My father had retired five years ago, sold the animals, and leased out most of his acreage. Nevertheless, he and my mother still rose at dawn; consequently, I found my parents, along with a big breakfast of ham, eggs, and potatoes, waiting for me when I went downstairs early the next morning. We made small talk in an atmosphere that was at once warm but oddly strained. I couldn't tell whether their discomfort arose from the fact that they weren't accustomed to the idea of their son the private detective tilling home soil, or anxiety in the face of all the emotions I was bound to keep stirred up. I finished quickly, went into the living room, and checked the telephone directory.

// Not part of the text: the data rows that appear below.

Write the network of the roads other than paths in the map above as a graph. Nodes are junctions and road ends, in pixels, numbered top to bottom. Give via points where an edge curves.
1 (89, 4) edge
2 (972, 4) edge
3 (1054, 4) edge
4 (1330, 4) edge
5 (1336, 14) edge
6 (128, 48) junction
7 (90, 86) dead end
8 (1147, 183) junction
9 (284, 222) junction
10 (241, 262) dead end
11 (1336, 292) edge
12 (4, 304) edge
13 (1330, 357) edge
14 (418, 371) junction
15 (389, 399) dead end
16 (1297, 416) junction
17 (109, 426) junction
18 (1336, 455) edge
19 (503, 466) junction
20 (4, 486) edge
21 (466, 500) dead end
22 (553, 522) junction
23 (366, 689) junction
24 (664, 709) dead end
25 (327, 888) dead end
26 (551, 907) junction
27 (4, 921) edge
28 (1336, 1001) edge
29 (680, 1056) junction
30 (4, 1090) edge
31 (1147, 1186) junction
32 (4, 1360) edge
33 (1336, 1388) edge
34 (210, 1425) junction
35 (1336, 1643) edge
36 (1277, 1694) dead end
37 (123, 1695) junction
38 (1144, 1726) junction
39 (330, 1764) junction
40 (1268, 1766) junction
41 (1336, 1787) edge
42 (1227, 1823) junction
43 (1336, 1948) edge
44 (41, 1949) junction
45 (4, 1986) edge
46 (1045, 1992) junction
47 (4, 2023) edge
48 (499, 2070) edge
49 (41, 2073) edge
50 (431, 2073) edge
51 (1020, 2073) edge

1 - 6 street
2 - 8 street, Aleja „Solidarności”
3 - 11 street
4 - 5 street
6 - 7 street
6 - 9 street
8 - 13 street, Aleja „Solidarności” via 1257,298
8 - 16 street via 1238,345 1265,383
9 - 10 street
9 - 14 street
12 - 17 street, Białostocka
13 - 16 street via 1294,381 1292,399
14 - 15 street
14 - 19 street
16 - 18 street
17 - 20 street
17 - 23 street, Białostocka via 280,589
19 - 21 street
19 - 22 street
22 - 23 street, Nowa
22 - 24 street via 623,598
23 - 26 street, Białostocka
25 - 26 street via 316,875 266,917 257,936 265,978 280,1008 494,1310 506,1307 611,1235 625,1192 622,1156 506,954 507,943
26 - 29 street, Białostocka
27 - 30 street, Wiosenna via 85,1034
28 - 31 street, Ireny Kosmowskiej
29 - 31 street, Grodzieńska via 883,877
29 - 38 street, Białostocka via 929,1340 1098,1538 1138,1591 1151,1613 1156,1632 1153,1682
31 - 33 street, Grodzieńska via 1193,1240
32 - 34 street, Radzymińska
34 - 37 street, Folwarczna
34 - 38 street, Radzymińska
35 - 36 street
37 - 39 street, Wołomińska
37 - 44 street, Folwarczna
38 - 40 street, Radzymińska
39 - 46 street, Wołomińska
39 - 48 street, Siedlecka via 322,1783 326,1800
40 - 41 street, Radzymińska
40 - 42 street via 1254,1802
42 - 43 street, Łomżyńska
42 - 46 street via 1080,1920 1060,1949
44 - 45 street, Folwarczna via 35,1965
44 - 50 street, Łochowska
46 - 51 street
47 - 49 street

There was no listing for the Volsung Corporation, and Information wouldn’t even tell me if they had an unlisted number. Volsung, obviously, thought money was all the public relations they needed, and they were probably right. I borrowed a map of the county from my father and was out of the house before seven.
My first stop was Coop Lugmor's farm. Not a creature was stirring in the house, so I parked my sister's car in the driveway and hiked back of the barn in the general direction Lugmor had indicated the night before. I had no trouble finding the creek, or the area where the killings had taken place; there was only one willow tree, and there were still bloodstains on its trunk. But that was all I found. It had rained hard, twice, since the killings, and not even the depression in the bank where Tommy had fallen was left. If there had been footprints, they had been washed away. Just for form I searched around in the grass and poked with a stick in the mud, but found nothing.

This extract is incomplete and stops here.